** Task prompt **
Please give, exactly as they appear below, the line with "index mcp: (381, 408)" and every line after it through the final one, and nothing else.
---------- Data to process ----------
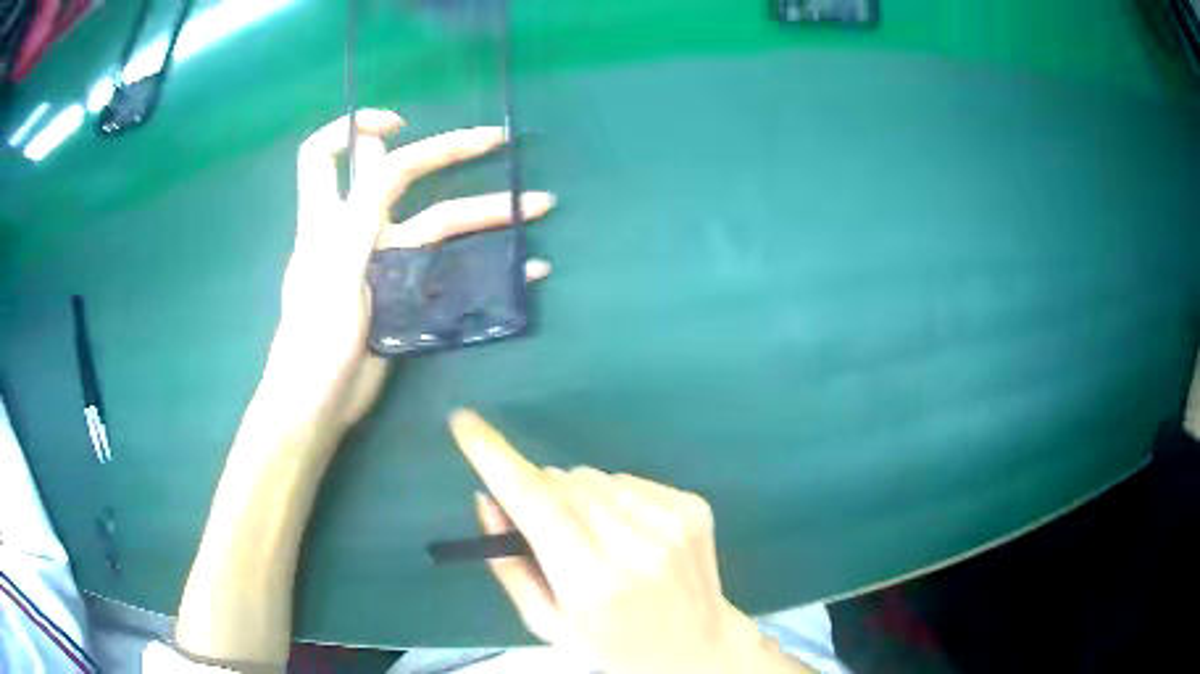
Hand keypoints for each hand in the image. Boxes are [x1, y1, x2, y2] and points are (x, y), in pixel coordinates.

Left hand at [262, 110, 554, 426]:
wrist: (321, 403)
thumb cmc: (315, 336)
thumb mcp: (335, 265)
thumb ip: (361, 210)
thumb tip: (388, 152)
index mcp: (329, 217)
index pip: (325, 153)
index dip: (356, 127)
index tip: (401, 126)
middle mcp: (358, 229)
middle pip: (404, 177)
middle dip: (449, 153)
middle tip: (499, 141)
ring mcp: (386, 262)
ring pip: (440, 223)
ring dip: (487, 213)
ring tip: (537, 208)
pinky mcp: (407, 295)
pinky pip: (452, 270)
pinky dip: (489, 267)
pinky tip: (524, 270)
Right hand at [448, 410, 795, 673]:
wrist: (696, 648)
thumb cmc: (611, 646)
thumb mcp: (548, 623)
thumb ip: (509, 565)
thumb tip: (486, 498)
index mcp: (592, 582)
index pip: (533, 504)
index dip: (494, 458)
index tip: (464, 421)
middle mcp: (635, 544)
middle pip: (561, 482)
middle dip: (541, 496)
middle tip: (553, 537)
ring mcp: (672, 521)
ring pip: (594, 477)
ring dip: (580, 499)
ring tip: (599, 543)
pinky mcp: (693, 506)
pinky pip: (628, 480)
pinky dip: (615, 500)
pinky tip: (630, 536)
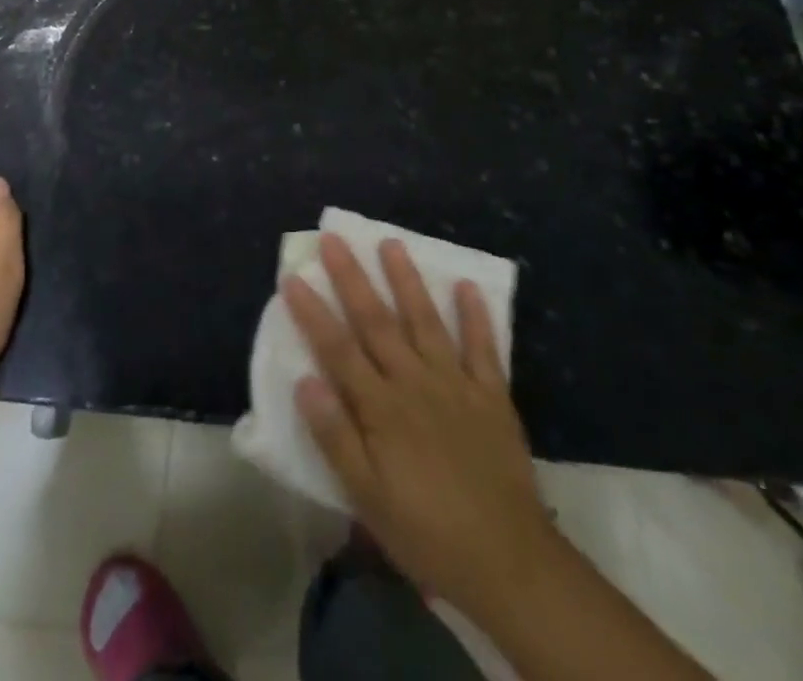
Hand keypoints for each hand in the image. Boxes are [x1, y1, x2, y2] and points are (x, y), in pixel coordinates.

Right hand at [282, 234, 551, 611]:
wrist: (509, 564)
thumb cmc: (427, 533)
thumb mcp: (368, 498)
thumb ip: (335, 436)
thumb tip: (303, 380)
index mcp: (381, 408)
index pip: (337, 349)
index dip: (313, 312)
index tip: (293, 276)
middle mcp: (415, 383)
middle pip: (377, 322)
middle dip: (352, 278)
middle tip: (335, 238)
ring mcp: (456, 384)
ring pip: (426, 321)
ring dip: (407, 281)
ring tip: (392, 243)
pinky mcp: (492, 396)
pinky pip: (483, 348)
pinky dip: (476, 316)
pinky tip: (468, 286)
----------
** Response to the task **
index mcp: (381, 408)
index pip: (337, 349)
index dip: (313, 312)
index tip: (293, 276)
middle mcp: (415, 383)
middle pip: (377, 322)
middle dip: (352, 278)
middle tip: (335, 238)
ring mcp: (456, 384)
ring pip: (426, 321)
ring dip: (407, 281)
ring tip: (392, 243)
pinky mcp: (492, 396)
pinky pip: (483, 348)
pinky dip: (476, 316)
pinky tip: (468, 286)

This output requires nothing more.